The truth is that the job is just nowhere near as fun as it used to be. While tax staffs are extremely dedicated and will go to any length to "hit the deadline," they are also burning out and spending entirely too much time chasing data rather than adding real value. Meanwhile, the possibility of material weaknesses in tax internal controls remains a concern. Even though first-generation "tax transformation" projects offer some measure of relief, the tangible results typically lack the deep effect desired by the tax department.

This is a familiar story for those who work in corporate tax. The stars are aligning for tax process improvement, however, and new possibilities appear on the horizon. The Finance Department has learned from enterprise resource planning (ERP) implementations, and the lessons learned--coupled with technology improvements and the tax executive's evolving role (from merely a tax technician to a combined corporate strategy stakeholder, risk manager, and efficiency engineer)--have set the stage for wholesale tax transformation. The result is a sea change in how tax executives and their departments conduct and manage future global tax operations.

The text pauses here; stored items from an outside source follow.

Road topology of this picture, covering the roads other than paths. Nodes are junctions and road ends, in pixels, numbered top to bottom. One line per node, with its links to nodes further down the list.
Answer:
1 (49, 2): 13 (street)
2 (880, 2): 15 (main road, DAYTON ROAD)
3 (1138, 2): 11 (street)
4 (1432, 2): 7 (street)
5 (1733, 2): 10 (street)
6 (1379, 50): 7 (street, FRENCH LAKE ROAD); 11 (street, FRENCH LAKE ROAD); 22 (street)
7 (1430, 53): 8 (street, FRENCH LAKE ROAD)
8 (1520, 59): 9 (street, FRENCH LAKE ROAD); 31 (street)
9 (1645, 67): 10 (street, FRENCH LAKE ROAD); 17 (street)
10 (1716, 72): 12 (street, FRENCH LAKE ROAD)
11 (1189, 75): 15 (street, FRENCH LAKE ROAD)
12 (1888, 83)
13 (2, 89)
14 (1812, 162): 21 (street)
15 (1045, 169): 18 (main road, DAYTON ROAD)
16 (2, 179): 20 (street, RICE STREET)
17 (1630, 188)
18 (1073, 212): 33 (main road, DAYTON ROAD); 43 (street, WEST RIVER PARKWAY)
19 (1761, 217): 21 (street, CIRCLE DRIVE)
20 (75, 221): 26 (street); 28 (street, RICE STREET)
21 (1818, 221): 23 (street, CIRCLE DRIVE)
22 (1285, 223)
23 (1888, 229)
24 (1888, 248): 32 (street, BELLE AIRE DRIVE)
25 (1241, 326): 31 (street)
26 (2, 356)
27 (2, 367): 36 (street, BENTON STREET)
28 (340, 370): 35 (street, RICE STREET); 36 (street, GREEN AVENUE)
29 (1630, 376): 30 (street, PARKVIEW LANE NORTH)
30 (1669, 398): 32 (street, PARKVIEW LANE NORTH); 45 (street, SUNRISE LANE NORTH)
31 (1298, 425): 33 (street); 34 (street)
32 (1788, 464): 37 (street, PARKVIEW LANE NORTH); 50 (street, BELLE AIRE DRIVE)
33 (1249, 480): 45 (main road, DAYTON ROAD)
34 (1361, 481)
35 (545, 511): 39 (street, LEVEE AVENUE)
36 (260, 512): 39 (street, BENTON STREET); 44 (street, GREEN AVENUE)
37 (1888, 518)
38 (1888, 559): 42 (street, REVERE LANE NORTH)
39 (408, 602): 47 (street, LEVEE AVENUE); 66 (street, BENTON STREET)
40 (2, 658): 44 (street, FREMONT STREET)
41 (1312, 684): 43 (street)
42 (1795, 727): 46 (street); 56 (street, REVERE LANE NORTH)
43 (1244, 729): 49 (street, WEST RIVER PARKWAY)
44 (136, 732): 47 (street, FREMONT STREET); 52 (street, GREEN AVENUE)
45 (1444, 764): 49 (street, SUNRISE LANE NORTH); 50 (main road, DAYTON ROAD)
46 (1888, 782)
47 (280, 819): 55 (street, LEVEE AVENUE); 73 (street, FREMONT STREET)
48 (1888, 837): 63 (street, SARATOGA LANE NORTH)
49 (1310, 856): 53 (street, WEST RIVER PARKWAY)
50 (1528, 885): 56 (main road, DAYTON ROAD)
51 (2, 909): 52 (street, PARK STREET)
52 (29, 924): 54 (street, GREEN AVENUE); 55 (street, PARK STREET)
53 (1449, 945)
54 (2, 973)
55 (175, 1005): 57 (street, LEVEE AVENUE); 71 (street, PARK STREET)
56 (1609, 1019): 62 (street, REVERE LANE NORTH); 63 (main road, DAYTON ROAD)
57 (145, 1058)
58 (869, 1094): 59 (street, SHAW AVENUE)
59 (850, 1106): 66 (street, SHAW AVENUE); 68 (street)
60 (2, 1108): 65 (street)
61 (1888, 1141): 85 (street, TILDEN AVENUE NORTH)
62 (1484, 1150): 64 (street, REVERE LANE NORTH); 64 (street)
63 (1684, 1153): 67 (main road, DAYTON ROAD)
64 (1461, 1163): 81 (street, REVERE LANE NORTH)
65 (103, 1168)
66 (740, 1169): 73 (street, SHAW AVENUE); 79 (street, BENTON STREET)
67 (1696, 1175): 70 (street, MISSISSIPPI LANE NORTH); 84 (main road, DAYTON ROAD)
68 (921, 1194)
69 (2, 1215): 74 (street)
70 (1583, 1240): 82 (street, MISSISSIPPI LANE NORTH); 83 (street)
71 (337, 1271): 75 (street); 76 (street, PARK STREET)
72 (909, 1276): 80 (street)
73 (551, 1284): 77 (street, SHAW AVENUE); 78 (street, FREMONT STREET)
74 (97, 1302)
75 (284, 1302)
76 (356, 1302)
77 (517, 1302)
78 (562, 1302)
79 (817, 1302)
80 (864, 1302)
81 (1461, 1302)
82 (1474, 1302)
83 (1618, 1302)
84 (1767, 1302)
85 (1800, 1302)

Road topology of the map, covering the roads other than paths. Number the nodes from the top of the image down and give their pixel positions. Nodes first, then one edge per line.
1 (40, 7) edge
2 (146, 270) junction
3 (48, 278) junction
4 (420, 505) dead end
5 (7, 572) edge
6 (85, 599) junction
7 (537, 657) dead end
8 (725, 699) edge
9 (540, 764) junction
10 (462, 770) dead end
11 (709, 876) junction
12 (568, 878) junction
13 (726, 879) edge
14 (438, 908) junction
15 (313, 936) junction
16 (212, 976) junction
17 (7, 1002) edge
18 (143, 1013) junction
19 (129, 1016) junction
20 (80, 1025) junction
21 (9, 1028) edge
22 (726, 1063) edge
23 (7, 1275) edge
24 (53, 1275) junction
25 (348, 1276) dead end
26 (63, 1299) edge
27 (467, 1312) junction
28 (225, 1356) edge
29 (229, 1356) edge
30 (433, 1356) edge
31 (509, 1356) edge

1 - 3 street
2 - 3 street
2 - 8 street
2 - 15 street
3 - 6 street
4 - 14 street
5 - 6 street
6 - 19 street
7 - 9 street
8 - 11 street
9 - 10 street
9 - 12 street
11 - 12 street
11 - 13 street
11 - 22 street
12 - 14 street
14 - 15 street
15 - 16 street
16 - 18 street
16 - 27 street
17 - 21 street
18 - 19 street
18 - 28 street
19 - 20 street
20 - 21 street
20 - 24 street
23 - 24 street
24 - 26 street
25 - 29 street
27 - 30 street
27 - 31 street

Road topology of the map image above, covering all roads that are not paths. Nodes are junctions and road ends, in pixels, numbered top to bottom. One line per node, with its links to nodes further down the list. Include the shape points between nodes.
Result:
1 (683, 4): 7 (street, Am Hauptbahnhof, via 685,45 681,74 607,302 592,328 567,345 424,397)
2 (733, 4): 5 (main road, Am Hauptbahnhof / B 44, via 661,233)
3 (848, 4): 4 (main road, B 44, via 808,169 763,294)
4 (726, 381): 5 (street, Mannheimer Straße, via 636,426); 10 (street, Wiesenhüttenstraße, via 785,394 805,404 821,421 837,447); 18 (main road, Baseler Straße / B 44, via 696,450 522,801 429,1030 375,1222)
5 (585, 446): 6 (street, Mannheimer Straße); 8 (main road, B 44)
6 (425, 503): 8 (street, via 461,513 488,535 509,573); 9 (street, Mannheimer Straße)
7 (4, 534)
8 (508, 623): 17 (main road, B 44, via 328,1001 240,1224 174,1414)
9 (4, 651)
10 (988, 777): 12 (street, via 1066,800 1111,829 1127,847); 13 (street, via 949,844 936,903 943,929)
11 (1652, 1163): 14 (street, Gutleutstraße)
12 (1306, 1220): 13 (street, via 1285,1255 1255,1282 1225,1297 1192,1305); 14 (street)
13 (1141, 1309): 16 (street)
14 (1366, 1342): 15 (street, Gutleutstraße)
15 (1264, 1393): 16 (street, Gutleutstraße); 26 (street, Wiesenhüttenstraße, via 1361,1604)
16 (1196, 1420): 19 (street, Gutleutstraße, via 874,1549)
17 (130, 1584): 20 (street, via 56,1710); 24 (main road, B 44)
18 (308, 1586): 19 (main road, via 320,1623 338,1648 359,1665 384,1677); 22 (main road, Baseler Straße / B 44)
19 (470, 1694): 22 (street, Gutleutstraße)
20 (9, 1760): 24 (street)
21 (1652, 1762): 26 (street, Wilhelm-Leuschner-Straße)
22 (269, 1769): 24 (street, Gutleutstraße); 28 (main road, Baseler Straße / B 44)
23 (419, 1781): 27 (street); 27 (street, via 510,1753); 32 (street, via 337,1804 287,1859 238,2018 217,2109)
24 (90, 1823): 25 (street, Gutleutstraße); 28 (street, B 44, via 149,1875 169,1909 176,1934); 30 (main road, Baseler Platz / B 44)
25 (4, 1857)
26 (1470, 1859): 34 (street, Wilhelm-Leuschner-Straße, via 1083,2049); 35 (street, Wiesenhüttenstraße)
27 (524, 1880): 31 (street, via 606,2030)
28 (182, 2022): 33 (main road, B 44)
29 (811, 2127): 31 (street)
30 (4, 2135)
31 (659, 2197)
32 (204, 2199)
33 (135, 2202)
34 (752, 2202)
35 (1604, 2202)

Finance Is Now Ready and Able to Take on Tax

First, consider briefly the evolution of "transformation" in business over time. It all started with a well-known transformational leader, Henry Ford, who achieved productivity gains by integrating Ford's production lines. In the 1930s, Toyota evolved Ford's concepts into the Toyota Production System and later the Materials Requirements Planning (MRP) system of the 1970s. The technology revolution spawned ERPs, creating systems that are now part of the infrastructure of all major companies. Since then, the management theories of Lean and TQM, Six Sigma, and Business Process Reengineering (BPR), brought further transformational changes in pursuit of the optimal "better, cheaper, and faster" equation.

With successful ERP and Business Intelligence (BI) implementations, Finance is ready for tax transformation. Why? Because the ERP systems integrated all core accounting functions and enabled new and significantly more productive operating models. The depth and breadth of these systems in terms of managing transactions, processes, and SEC reporting have been phenomenal. It took years of extraordinary effort, investment, and leadership to reengineer finance operations, but it happened. Regrettably, because Tax's data and system needs are so extensive and...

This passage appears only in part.